国民に来年4月からの大増税や負担増を強いる一方で

今の自民党を見渡してほしい。仮に歳費が増額されたとして、最も甘い汁を吸うのは誰か。それは永田町に長く居座り、既得権益の上に胡座をかく長老議員たちではないか。

高市首相がこの増額を認めることは、彼女を支える党内の古参議員たちへの「利益供与」であり、彼らの怠惰を助長し、国会機能を停滞させるための燃料を投下するに等しい行為だ。

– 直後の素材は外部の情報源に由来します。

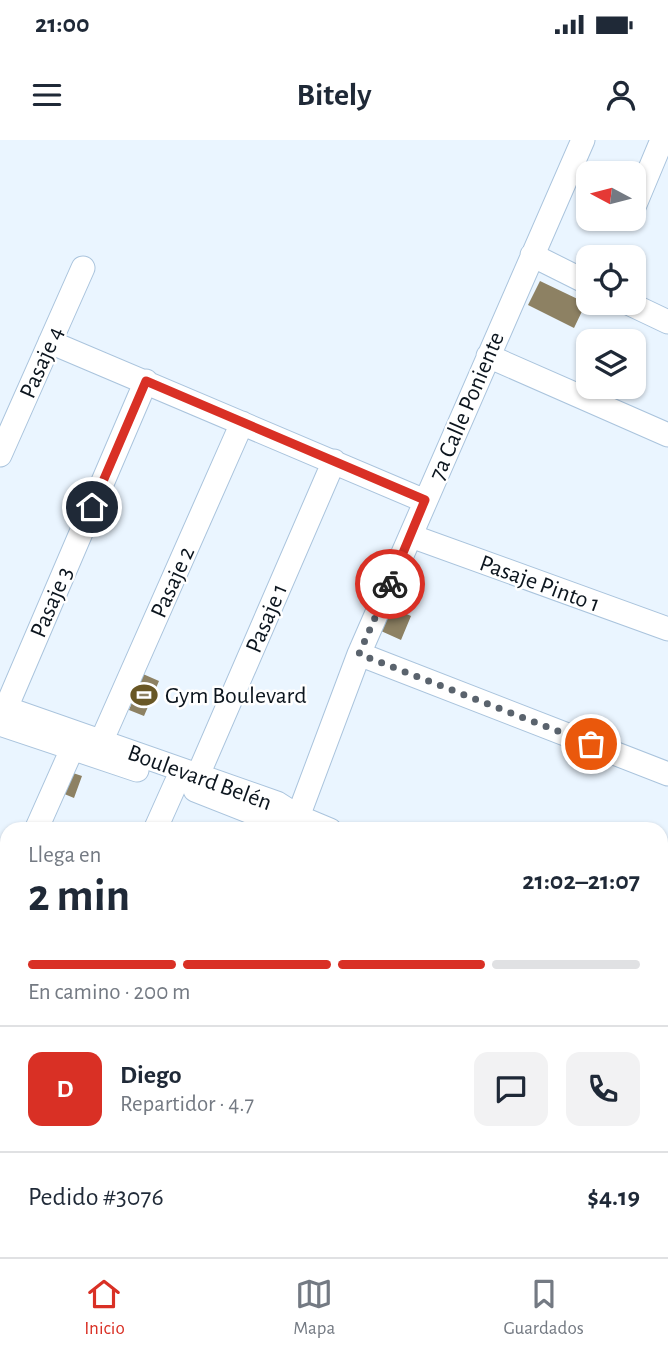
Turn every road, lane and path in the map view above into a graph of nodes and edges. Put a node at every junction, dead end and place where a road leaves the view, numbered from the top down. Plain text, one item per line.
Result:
1 (583, 140) edge
2 (662, 140) edge
3 (646, 178) edge
4 (532, 255) junction
5 (83, 268) dead end
6 (576, 278) edge
7 (646, 312) edge
8 (668, 322) edge
9 (50, 342) junction
10 (488, 356) junction
11 (146, 381) junction
12 (242, 423) junction
13 (668, 435) edge
14 (0, 456) edge
15 (334, 461) junction
16 (425, 500) junction
17 (411, 536) junction
18 (668, 629) edge
19 (359, 654) junction
20 (2, 712) edge
21 (101, 742) junction
22 (72, 749) junction
23 (668, 774) edge
24 (198, 775) junction
25 (176, 783) junction
26 (40, 822) edge
27 (159, 822) edge
28 (288, 822) edge
29 (295, 822) edge
30 (296, 822) edge

1 - 4 street, 7a Calle Poniente
2 - 3 street
4 - 6 street
4 - 10 street, 7a Calle Poniente
5 - 9 street, Pasaje 4
7 - 8 street
9 - 11 street
9 - 14 street, Pasaje 4
10 - 13 street
10 - 16 street, 7a Calle Poniente
11 - 12 street
11 - 20 street, Pasaje 3
12 - 15 street
12 - 21 street, Pasaje 2
15 - 16 street
15 - 24 street, Pasaje 1
16 - 17 street, 7a Calle Poniente
17 - 18 street, Pasaje Pinto 1
17 - 19 street, 7a Calle Poniente
19 - 23 street
19 - 30 street, 7a Calle Poniente
20 - 21 street, Boulevard Belén
20 - 22 street, Boulevard Belén
21 - 24 street, Boulevard Belén
22 - 25 street, Boulevard Belén
22 - 26 street
24 - 29 street, Boulevard Belén
25 - 27 street
25 - 28 street, Boulevard Belén

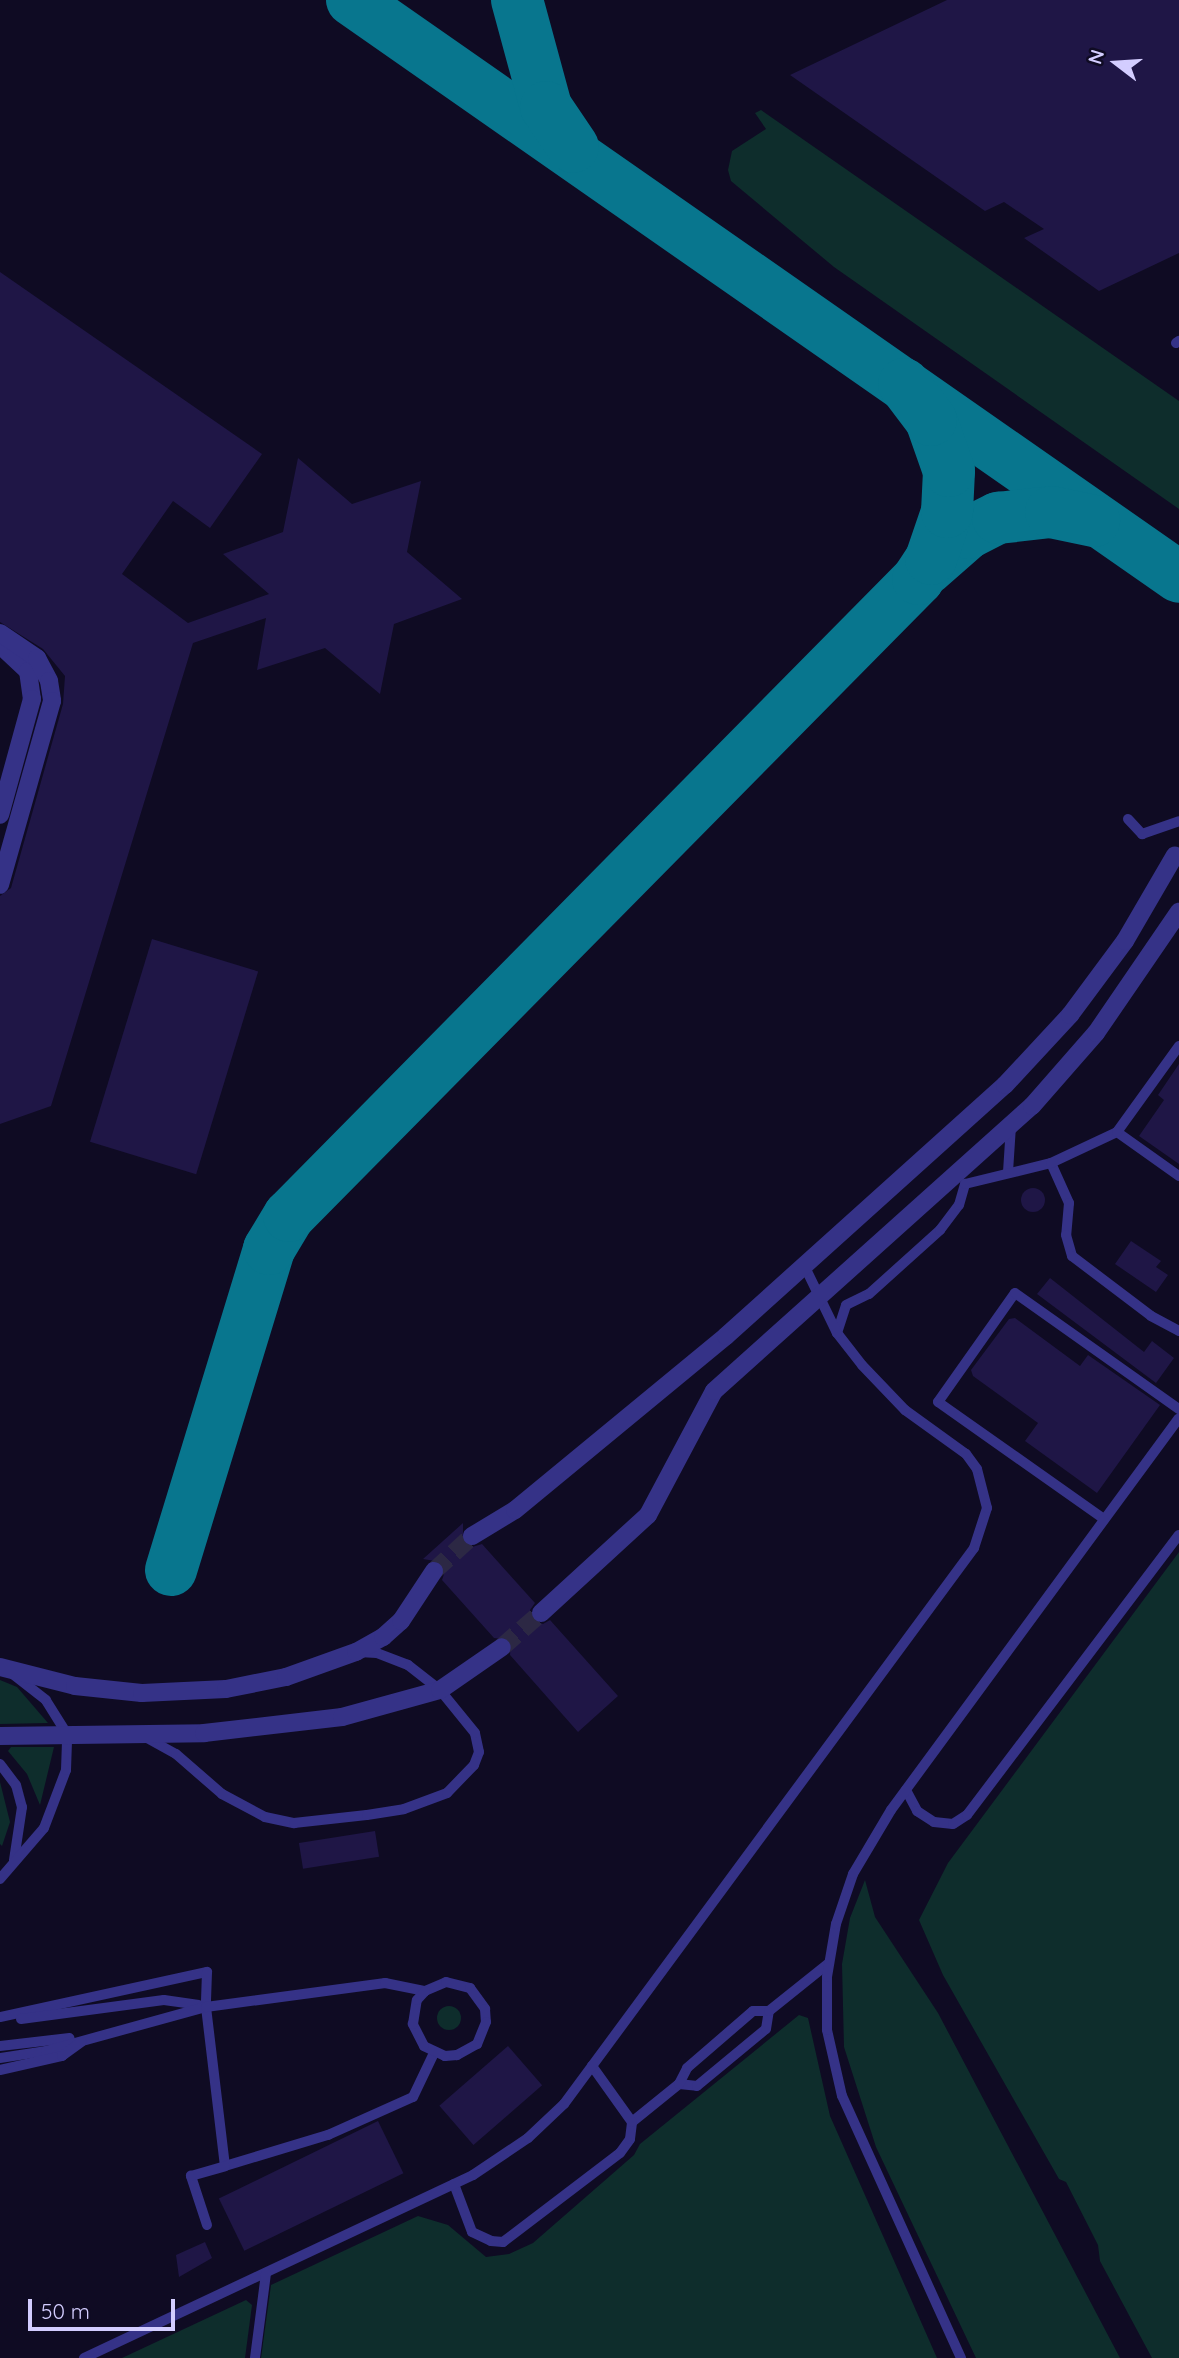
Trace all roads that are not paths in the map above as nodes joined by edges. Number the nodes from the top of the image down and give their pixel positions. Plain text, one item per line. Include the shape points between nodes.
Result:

日本の国会議員は、すでに世界的に見ても極めて高水準の報酬を得ている。歳費だけでなく、使途の透明化が叫ばれながらも温存された月額100万円の調査研究広報滞在費(旧文通費)。JRの無料パスや航空券引換証、数々の特権。

これらはすべて、彼らが国政という重労働に専念するための環境整備として用意されたものだ。その理念自体は否定しない。しかし、すでに十分に満たされたコップにさらに水を注いでも、それは溢れ出して床を濡らすだけである。

今回の5万円増額という話は、金額の多寡の問題ではない。自民党政権のモラルの欠如と、構造的な欠陥の問題だ。

成果やパフォーマンスに対する厳密な評価なしに、また、国民生活の困窮という現状を無視して、お手盛りのルールで固定給を引き上げる。それは、経済学的に見れば「サボタージュへのインセンティブ(動機づけ)」を与える行為に他ならない。

物価高に苦しむ国民に来年4月からの大増税や負担増を強いる一方で、自らは科学的根拠に基づけば「怠惰を招く」ことが確実な賃上げを行う。そのような政権の欺瞞を、我々は決して看過してはならない。

政治家が買うべきは自身の余暇ではない。この国の未来への責任であるはずだ。